You probably figured it out. These are religious settlements and the structures being built aren’t permanent, but rather sukkahs — temporary huts — for the festival of Sukkot which begins tomorrow night.
The question is though, with so much media attention on settlement building, will some international journalist see people busily building in the West Bank and get the wrong idea? Stranger things have happened. When my parents moved in to their first home — many many miles from the West Bank — the neighbors, who had never met Jews before, welcomed them to the area. Asked if they were happy in the house, my parents replied that they were, though they hoped to build an extension.
A few days later, their Sukkot hut went up. My parents learned, as they were taking it down after the festival that their neighbors had spent the entire festival panicking that this makeshift structure was their idea of an extension. Now given that the new structures that cause all the controversy in some settlements are far more makeshift than many people’s sturdy sukkahs — sukkahs seem to get posher every year round here and settlement structures are sometimes rickety trailers — it’s quite conceivable that some uninitiated journalist could think they have a scoop. Keep your eyes peeled.
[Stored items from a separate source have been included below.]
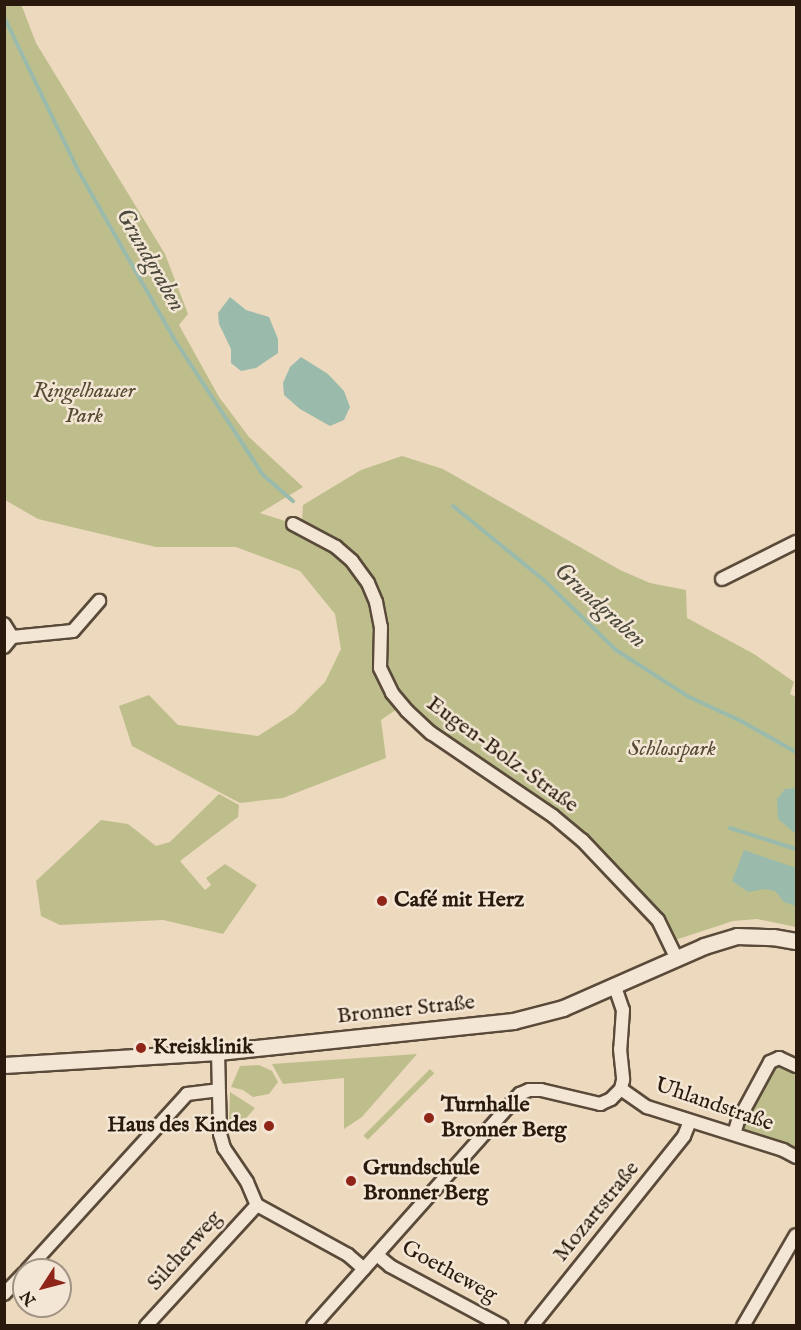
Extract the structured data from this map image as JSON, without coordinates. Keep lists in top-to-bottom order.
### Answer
{
  "streets": {
    "street": [
      "Eugen-Bolz-Straße",
      "Bronner Straße",
      "Uhlandstraße",
      "Mozartstraße",
      "Silcherweg",
      "Goetheweg"
    ]
  },
  "crossings": [
    ["Eugen-Bolz-Straße", "Bronner Straße"],
    ["Bronner Straße", "Uhlandstraße"],
    ["Uhlandstraße", "Mozartstraße"],
    ["Uhlandstraße", "Goetheweg"]
  ],
  "water": ["Grundgraben"],
  "parks": ["Ringelhauser Park", "Schlosspark"],
  "places": [
    "Café mit Herz",
    "Kreisklinik",
    "Turnhalle Bronner Berg",
    "Haus des Kindes",
    "Grundschule Bronner Berg"
  ],
  "north": "bottom left"
}
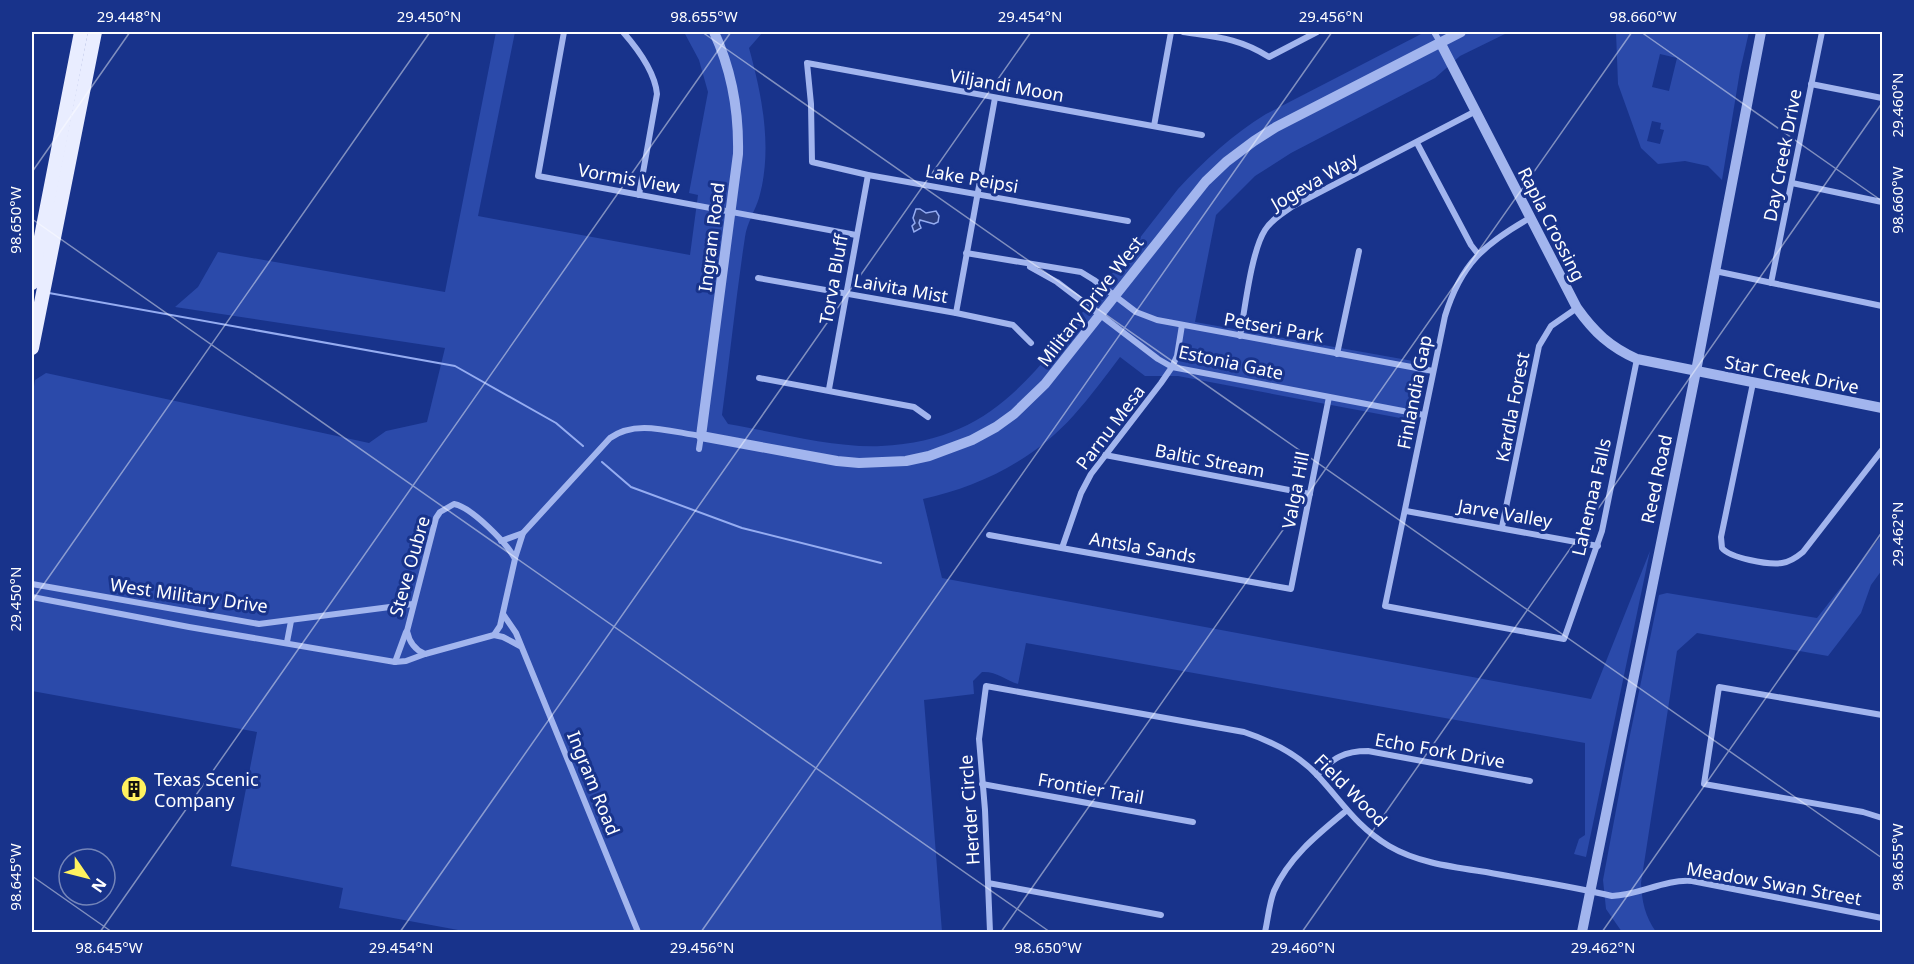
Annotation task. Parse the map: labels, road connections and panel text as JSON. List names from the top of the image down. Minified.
{"streets":{"street":["Viljandi Moon","Day Creek Drive","Vormis View","Lake Peipsi","Jogeva Way","Rapla Crossing","Ingram Road","Torva Bluff","Laivita Mist","Military Drive West","Petseri Park","Estonia Gate","Star Creek Drive","Finlandia Gap","Kardla Forest","Parnu Mesa","Baltic Stream","Reed Road","Valga Hill","Lahemaa Falls","Jarve Valley","Antsla Sands","Steve Oubre","West Military Drive","Echo Fork Drive","Frontier Trail","Field Wood","Herder Circle","Meadow Swan Street"]},"crossings":[["Viljandi Moon","Lake Peipsi"],["Vormis View","Ingram Road"],["Vormis View","Torva Bluff"],["Lake Peipsi","Torva Bluff"],["Jogeva Way","Rapla Crossing"],["Jogeva Way","Petseri Park"],["Rapla Crossing","Military Drive West"],["Rapla Crossing","Star Creek Drive"],["Rapla Crossing","Finlandia Gap"],["Rapla Crossing","Kardla Forest"],["Rapla Crossing","Reed Road"],["Rapla Crossing","Lahemaa Falls"],["Ingram Road","Military Drive West"],["Torva Bluff","Laivita Mist"],["Military Drive West","Petseri Park"],["Military Drive West","Estonia Gate"],["Petseri Park","Estonia Gate"],["Petseri Park","Finlandia Gap"],["Petseri Park","Parnu Mesa"],["Estonia Gate","Finlandia Gap"],["Estonia Gate","Parnu Mesa"],["Estonia Gate","Valga Hill"],["Star Creek Drive","Reed Road"],["Finlandia Gap","Lahemaa Falls"],["Finlandia Gap","Jarve Valley"],["Kardla Forest","Jarve Valley"],["Parnu Mesa","Baltic Stream"],["Parnu Mesa","Antsla Sands"],["Baltic Stream","Valga Hill"],["Reed Road","Field Wood"],["Reed Road","Meadow Swan Street"],["Valga Hill","Antsla Sands"],["Lahemaa Falls","Jarve Valley"],["Steve Oubre","West Military Drive"],["Echo Fork Drive","Field Wood"],["Frontier Trail","Herder Circle"],["Field Wood","Herder Circle"],["Field Wood","Meadow Swan Street"]],"places":{"building":["Texas Scenic Company"]},"north":"bottom right","coordinates":["29.448°N","29.450°N","98.655°W","29.454°N","29.456°N","98.660°W","29.460°N","98.650°W","29.462°N","98.645°W"]}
Staying on the subject of the sukkah-building, it seems that it’s a dangerous venture. Sukkot is the one occasion of the year when the least handy of Jews take out their toolboxes and ladders. To make matters worse, many do so on an empty stomach, observing the tradition of beginning building straight after Yom Kippur before eating. Well it was only minutes after the fast ended that the phones began ringing at Hatzolah, Israel’s Orthodox first aid service. It was inundated with sukkah-related injuries, including a man falling off a balcony in Jerusalem. Hatzolah has sent out urgent notices telling people to be careful.